A friend of mine made me aware of the following article: Web, counterfeit: Court penalizes Web design firm that helped sell knock-offs - latimes.com

It is about a web design firm that built a site for a company they knew sold knock-off golf clubs, which is illegal. As we web designer, Can’t I just include a paragraph in my contract with the client that states that anything illegal the site might be doing is completely the sole responsibility of the Client and not the developer.

As long as the Client signs that, am I protected from prosecution? Is there anything I can have the client sign that would protect me or do I always need to triple-check to make sure everything on the site is legit?

Absolutely, you should have a paragraph in your contract that indemnifies you and limits your liability for things like this. Be sure it’s written properly and enforceable in your jurisdiction (i.e. consider hiring an attorney if you are at risk for this kind of thing).

A signed contract with such a paragraph in it will help to protect you, but it certainly doesn’t guarantee your protection in every circumstance. What the contract will do for you is protect you from being an innocent party to someone else’s wrongdoing - but it doesn’t relieve you of your own personal responsibilities. If you knowingly contribute to someone’s illegal enterprise OR you fail to take reasonable steps to ensure that your clients are legitimate and operating legally, then you could have some liability.

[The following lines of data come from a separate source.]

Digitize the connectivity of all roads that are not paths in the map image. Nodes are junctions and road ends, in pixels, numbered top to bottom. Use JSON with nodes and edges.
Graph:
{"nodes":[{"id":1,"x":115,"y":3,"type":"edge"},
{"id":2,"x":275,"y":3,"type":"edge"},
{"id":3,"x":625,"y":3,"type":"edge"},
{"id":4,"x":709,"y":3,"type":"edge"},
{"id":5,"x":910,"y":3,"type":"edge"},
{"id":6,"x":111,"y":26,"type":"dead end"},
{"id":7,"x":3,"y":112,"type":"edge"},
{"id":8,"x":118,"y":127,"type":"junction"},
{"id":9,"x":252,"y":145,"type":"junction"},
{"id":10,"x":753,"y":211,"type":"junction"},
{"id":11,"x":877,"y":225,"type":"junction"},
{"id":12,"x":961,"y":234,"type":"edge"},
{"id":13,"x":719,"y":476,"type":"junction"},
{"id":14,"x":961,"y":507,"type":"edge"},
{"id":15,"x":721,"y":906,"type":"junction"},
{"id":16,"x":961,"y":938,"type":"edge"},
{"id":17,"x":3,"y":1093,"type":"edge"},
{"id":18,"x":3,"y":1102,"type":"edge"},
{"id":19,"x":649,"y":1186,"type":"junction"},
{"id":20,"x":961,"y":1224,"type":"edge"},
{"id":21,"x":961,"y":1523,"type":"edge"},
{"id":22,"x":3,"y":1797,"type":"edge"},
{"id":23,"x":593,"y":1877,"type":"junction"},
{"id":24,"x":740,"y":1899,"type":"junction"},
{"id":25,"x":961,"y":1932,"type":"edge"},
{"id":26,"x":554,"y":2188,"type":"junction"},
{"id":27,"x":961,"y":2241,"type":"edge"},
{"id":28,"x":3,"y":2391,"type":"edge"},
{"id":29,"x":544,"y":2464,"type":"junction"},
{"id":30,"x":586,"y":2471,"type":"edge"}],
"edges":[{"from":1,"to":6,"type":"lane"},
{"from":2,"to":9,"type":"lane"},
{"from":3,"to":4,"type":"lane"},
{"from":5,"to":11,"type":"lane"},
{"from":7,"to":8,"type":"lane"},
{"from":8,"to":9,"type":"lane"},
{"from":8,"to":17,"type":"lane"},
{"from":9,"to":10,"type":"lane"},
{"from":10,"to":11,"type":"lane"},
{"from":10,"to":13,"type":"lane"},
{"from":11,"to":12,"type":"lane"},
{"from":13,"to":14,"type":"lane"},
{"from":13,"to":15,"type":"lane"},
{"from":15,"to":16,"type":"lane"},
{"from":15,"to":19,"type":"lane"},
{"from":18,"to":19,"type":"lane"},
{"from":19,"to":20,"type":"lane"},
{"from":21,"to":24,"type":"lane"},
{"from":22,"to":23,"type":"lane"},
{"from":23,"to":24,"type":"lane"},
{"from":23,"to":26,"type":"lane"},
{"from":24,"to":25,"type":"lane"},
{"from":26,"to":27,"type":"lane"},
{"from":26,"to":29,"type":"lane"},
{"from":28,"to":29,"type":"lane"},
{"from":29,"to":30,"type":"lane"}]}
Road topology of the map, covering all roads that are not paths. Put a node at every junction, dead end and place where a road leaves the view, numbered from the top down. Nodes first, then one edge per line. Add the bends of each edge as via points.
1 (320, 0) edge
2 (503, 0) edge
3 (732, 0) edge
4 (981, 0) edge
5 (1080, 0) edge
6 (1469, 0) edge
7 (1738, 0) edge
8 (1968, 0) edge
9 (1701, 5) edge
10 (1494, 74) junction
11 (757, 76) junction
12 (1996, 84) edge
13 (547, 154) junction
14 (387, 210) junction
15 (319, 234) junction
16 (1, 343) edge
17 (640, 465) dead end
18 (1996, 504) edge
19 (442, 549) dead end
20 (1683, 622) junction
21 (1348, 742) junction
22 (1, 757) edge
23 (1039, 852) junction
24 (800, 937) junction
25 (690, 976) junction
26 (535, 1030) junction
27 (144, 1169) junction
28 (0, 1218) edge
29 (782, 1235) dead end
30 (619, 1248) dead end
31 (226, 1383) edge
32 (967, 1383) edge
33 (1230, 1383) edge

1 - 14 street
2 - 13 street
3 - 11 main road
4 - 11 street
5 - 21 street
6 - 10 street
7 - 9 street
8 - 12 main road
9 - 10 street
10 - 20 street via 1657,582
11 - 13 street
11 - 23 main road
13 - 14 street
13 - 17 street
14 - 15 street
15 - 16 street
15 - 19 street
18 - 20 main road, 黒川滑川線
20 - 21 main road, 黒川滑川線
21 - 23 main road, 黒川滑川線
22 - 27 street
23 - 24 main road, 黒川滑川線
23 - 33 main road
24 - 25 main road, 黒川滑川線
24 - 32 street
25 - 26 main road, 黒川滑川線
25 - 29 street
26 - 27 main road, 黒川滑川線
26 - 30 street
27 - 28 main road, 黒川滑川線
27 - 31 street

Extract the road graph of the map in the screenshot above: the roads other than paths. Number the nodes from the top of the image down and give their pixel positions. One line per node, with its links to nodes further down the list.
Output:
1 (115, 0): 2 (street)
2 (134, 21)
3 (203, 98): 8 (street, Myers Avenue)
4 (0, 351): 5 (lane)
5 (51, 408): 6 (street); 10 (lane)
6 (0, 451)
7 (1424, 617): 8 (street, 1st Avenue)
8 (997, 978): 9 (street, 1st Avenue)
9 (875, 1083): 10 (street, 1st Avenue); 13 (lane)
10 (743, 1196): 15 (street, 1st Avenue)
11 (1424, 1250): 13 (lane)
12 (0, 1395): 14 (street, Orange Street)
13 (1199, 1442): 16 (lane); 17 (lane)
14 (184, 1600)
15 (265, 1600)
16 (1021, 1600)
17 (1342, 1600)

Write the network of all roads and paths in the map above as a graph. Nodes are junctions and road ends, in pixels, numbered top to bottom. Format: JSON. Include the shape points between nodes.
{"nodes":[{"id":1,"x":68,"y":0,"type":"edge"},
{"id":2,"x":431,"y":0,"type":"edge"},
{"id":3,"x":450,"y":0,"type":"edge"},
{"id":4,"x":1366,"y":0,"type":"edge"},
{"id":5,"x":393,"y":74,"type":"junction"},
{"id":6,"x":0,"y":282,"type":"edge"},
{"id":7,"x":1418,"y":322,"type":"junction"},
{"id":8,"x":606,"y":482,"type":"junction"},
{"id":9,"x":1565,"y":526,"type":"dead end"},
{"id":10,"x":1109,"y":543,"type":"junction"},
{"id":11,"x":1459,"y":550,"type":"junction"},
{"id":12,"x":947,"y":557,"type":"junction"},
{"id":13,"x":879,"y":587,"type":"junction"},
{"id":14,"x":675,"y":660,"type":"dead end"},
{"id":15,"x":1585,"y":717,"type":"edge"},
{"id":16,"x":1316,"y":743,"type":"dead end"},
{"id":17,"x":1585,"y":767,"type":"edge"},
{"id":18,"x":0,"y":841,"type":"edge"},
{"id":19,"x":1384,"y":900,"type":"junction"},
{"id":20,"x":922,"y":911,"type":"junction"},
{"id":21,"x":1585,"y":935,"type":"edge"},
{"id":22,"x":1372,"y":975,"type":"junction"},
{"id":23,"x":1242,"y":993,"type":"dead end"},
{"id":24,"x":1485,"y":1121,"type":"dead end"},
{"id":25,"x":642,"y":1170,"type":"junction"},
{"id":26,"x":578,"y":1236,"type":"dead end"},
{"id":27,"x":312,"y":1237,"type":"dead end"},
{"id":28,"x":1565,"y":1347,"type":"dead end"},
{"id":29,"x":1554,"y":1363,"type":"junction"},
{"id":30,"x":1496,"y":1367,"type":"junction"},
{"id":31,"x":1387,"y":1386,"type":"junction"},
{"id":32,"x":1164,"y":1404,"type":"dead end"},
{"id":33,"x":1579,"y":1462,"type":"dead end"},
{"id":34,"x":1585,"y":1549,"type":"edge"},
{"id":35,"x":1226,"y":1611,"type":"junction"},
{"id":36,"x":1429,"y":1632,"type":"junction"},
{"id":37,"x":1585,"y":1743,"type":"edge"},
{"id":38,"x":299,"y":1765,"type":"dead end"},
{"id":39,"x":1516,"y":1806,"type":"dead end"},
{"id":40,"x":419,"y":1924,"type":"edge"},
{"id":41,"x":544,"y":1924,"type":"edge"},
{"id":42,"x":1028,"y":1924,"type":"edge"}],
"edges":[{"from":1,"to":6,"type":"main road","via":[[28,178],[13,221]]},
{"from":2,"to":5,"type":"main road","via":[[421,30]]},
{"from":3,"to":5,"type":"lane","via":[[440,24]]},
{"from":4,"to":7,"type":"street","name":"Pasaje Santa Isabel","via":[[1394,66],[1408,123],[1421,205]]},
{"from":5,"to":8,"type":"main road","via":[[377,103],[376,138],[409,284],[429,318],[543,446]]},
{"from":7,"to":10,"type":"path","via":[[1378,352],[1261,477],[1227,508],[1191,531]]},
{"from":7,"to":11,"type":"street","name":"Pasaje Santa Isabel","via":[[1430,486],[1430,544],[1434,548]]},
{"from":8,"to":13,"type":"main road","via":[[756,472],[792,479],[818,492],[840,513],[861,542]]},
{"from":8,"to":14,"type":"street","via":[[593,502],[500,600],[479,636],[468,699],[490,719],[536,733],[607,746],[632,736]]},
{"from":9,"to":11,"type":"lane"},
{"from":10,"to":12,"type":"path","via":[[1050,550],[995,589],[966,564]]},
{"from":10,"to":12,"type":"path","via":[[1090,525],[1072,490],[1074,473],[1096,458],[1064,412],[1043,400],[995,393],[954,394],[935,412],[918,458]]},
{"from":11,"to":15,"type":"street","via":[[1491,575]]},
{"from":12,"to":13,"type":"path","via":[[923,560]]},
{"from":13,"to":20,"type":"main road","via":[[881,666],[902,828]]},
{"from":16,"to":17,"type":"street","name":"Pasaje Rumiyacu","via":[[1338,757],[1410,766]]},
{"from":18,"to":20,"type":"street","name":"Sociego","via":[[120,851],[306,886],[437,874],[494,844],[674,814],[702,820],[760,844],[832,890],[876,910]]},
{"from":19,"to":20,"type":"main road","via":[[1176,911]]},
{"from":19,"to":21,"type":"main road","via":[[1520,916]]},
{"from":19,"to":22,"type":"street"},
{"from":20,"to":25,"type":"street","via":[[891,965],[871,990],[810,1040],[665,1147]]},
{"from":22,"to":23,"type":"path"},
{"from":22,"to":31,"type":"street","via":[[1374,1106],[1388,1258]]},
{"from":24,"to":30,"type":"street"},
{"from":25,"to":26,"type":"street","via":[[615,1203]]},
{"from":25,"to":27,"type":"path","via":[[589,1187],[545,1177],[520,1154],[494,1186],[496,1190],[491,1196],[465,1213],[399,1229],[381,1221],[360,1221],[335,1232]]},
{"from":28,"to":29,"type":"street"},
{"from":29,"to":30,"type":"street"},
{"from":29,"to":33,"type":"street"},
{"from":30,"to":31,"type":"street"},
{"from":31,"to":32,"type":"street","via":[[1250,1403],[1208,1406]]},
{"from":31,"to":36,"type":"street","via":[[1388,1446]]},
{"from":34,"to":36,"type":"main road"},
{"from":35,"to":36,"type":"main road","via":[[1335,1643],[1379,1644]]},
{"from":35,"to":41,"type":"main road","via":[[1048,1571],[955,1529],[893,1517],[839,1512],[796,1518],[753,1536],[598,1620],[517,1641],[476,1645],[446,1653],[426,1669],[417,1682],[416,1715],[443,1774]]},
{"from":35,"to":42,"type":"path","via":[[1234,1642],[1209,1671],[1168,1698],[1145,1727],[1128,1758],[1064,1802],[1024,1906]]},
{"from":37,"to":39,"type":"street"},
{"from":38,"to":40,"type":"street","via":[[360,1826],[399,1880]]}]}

Fortunately that is much easier. You don’t have to triple-check each client to make sure they aren’t up to something. But, if there were some very obvious signs that they were doing something illegal and you reasonably would be expected to recognize those signs, I’d be very careful!

Ok, I hardly ever feel the need to say this but IANAL (I am not a laywer) so I can’t provide legal advice - but that is my understanding of how this kind of thing works.

Anyone with a JD want to jump in?

And the article you cited is consistent with my interpretation, too:

Bright Builders was liable because it knew, or should have known, that copycatclubs.com was selling illegal merchandise, Cleveland Golf attorneys said in the lawsuit. An attorney for Bright Builders argued in court that the company was not aware of Prince’s illegal conduct and should not be held liable for it.

A federal jury in South Carolina disagreed, ordering Bright Builders this month to pay $770,750 to Cleveland Golf. Prince was ordered to pay $28,250. A federal judge entered the judgment March 14.

wooohoo, I’m a pretend laywer!

So the web developers get stung with $770k, but the actual owner of the site only gets to pay $29k? Seems odd that the web developers get assigned over 20 times more liability than the guy who actually owns the whole set up and who is clearly the ‘brains’ of the whole operation.